Could you show all lines in the entries below that contain the string "graph"?

[Source records]

= = = = =

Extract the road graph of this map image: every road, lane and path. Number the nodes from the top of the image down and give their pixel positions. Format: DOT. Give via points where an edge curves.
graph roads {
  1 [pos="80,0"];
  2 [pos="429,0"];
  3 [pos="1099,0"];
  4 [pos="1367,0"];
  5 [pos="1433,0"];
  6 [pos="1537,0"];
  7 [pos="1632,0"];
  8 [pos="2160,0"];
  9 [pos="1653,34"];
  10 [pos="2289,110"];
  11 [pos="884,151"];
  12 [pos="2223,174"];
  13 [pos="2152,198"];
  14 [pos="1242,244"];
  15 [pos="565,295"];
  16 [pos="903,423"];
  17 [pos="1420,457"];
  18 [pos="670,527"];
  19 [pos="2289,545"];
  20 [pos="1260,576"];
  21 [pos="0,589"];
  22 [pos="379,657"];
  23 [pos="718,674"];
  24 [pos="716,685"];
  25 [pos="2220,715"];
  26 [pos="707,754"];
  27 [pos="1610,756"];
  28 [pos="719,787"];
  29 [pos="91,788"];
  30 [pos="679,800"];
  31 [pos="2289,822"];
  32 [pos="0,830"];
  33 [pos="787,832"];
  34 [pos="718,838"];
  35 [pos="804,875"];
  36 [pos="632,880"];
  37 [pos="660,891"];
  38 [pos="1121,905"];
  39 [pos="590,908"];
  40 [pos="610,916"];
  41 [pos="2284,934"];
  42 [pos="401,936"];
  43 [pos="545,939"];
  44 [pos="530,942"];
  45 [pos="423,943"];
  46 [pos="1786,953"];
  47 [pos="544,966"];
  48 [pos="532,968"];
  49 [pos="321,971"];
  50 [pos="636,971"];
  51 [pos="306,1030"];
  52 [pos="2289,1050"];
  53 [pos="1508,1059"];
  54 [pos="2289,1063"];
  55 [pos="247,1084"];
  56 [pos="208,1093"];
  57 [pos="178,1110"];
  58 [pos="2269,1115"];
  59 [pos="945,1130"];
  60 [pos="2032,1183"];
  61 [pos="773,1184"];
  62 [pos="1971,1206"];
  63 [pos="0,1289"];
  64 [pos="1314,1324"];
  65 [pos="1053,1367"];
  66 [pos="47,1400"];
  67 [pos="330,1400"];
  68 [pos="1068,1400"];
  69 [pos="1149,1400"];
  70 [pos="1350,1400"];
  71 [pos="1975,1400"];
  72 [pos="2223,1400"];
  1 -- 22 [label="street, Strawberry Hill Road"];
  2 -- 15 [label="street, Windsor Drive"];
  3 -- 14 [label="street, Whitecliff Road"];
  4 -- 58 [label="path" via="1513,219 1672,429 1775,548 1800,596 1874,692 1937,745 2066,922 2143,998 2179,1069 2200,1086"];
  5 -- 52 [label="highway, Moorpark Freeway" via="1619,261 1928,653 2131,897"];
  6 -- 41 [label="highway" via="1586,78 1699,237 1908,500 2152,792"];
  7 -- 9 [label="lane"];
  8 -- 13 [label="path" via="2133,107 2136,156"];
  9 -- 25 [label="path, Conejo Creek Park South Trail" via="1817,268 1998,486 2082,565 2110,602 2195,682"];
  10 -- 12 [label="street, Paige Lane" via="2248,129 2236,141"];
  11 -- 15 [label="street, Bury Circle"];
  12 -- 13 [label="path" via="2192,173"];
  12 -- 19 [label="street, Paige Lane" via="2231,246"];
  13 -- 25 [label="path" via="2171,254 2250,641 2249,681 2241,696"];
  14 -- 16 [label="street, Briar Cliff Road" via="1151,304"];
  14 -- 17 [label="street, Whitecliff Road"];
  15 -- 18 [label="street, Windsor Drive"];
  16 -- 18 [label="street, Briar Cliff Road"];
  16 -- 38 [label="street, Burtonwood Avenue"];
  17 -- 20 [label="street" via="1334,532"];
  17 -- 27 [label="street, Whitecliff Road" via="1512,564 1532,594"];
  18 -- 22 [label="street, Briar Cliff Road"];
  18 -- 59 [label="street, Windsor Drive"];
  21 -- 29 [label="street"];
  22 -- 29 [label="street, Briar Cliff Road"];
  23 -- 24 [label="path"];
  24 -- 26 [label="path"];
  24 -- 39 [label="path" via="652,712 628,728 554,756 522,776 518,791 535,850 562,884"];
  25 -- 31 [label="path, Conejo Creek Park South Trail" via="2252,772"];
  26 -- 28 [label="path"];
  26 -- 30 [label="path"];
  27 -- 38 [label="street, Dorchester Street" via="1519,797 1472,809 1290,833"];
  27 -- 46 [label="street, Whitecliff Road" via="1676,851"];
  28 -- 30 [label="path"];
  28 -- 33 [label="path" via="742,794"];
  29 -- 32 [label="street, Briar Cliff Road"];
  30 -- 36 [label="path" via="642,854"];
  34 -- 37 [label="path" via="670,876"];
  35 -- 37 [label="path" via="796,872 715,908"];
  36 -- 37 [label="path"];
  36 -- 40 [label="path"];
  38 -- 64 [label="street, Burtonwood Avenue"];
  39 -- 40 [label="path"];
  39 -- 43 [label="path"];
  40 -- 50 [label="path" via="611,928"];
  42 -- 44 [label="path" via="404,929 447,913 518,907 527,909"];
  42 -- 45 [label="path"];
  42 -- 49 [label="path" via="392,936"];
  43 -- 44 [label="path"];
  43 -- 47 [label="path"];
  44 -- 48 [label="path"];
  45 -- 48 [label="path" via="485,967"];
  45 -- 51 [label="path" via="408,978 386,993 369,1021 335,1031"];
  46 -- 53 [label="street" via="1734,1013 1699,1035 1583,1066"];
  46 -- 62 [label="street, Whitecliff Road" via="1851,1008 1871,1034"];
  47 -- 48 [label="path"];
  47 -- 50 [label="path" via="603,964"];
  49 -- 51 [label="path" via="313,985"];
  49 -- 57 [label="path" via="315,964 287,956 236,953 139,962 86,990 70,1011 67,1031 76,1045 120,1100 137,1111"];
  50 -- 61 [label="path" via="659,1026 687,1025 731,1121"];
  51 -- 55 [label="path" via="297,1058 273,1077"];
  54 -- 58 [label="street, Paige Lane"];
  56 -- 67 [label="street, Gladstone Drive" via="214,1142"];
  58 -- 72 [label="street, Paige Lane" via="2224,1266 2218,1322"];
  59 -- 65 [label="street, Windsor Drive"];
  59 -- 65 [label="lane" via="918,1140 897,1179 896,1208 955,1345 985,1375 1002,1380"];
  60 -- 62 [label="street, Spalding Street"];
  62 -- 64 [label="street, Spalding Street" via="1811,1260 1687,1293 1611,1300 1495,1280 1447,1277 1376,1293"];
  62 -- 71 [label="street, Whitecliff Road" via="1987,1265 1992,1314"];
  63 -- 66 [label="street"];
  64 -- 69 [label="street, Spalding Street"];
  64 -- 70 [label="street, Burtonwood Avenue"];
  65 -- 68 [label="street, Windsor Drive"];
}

= = = = =

Exercise solution =
Extract the road graph of this map image: every road, lane and path. Number the nodes from the top of the image down and give their pixel positions. Format: DOT. Give via points where an edge curves.
graph roads {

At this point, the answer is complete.